A cautionary tale for active farmers

A cautionary tale for active farmers

We have all heard the stories of HM Revenue & Customs checking local obituaries to see if a deceased individual was described as a “farmer” or a “retired farmer” when making a decision on the availability of Agricultural Property Relief (“APR”) on a farmhouse.

It seems to be the case, anecdotally at least, that HMRC’s focus is shifting towards the question of whether the deceased was an “active farmer” rather than the question of “character appropriateness”. Of course, claims for APR on a farmhouse should consider the associated land and the question of whether it

is commensurate with the character of the property. However where this test is not cut and dried, in the question of their liability to Inheritance Tax, it may come down to the detail of the farmer’s activity.

Broadly speaking, 100% APR is available on death where agricultural property has been owned and occupied by the deceased for agricultural purposes for a two year period prior to death. If agricultural property is let for the purposes of agriculture, it must have been owned by the deceased for seven years prior to death. The farmhouse must be character appropriate to the holding of which it forms part and be occupied, together with the land, for the purposes of agriculture to qualify for APR. Problems arise when the farmer’s activities reduce with age and the day to day farming activities are contracted out.

Advisors and taxpayers have been able to take some comfort from the case of Golding (2011) where a farmer (in his 80s when he died) had farmed a 16 acre smallholding in Staffordshire for more than 65 years.

At the date of his death he lived in the three bedroom farmhouse which was in a very poor state of repair. Initially he had farmed the land intensively but in later years, he cut back his farming activities so that most of his produce was for his own consumption and he only made a very small profit. HMRC argued that the farmhouse was not “character appropriate” on the grounds that the farm was not financially viable, therefore the question of “active farmer” was a part of their challenge.

The First-Tier Tax Tribunal (“FTTT”) did not agree with HMRC and instead said that it is necessary to take account of a number of different factors when deciding whether the farmhouse is of a character appropriate rather than just focusing on the profitability of the farm. The FTTT concluded that, taking account of Mr Golding’s age, the fact that he did not do much active farming any more was not relevant. It was sufficient that Mr Golding tended chickens and sold eggs at the farm gate, had been an active farmer in younger years and maintained farming accounts throughout the period of occupation.
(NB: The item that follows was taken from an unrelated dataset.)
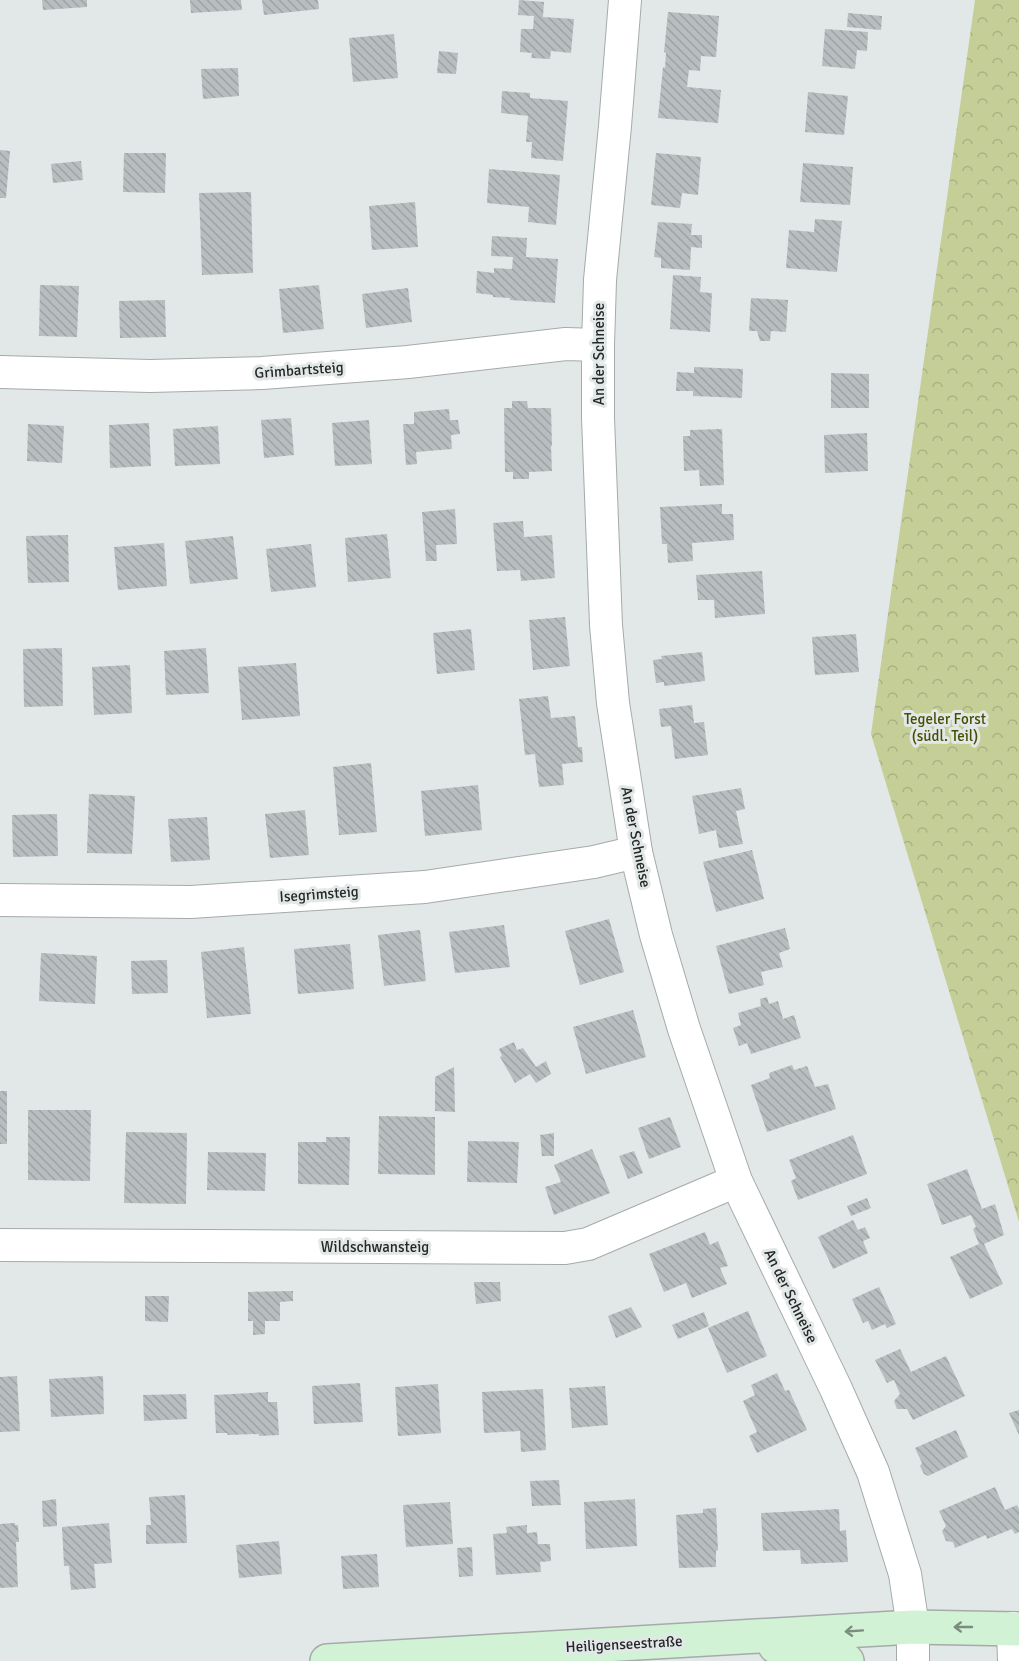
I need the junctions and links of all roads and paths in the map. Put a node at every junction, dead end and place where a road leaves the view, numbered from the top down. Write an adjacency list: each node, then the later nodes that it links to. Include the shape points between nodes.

The Golding case provides some reassurance that in old age it is not unreasonable for a farmer’s activity to decrease and that this should not preclude a claim to APR where they remain involved in the agricultural activity on the land and in occupation of a character appropriate farmhouse. However taxpayers and advisors should not become complacent and the specific facts of each individual case should be interrogated to ensure that they would stand up to scrutiny from HMRC.

Take the example of a recent situation where an unsuccessful claim for APR was made by the executors of an estate. A brief summary of the facts are set out below:

  • The deceased occupied a farmhouse of modest size and value;
  • The deceased owned around fifty acres of agricultural land subject to a mixture of formal and informal grazing/mowing licences;
  • The deceased’s activities on the land were detailed as:
  1. Day to day inspections of livestock;
  2. Single Farm Payment claimed from the Rural Payments Agency as an active farmer since 2008;
  3. Maintaining permanent pasture including harrowing, topping, fencing, boundary repairs and drainage work.

HMRC accepted without challenge that the land qualified for APR as it had been owned by the deceased for more than seven years prior to his death and it was occupied for the purposes of agriculture. However they denied a claim for APR on the farmhouse and the reasons for this included:

  • The executors could not produce any evidence of the deceased’s involvement e.g. minutes of meetings as the deceased had kept only informal (and minimal) records;
  • The deceased did not have any farming accounts;
  • The executors could not provide bank statements as evidence of payments associated with farming activities as the deceased kept his money ‘under the mattress’;
  • The District Valuer attended the property and as part of his valuation exercise he spoke with the deceased’s neighbours who confirmed that they let the land from the deceased and rarely saw him;
  • There were no stock licences or stock movement reports;
  • The deceased did not own a tractor or other machinery suitable to carry out the farming activities;
  • The deceased’s occupation had been described as “retired farmer” in correspondence with the Department of Work and Pensions.

HMRC argued that the activity which the deceased had carried out on the land was not sufficient for the purposes of APR and instead it was simply the work of a landlord keeping his land in good repair.

When it comes to considering a claim for APR, on a farmhouse in particular, the evidence of agricultural activity and agricultural occupation is key. Careful record-keeping by the taxpayer and his professional advisors, photographs and minutes of meetings and any other evidence to demonstrate agricultural use can all assist and should not be underestimated.

One of key factors is whether the occupant of the house has a significant role in the management of agricultural operations on the land. HMRC have acknowledged that as farmers grow older and their work rate drops, reduced business turnover and profitability do not of themselves mean that a farmhouse will cease to qualify for APR. However taxpayers and their executors should be aware of the potential pitfalls when it comes to the detail of each individual case.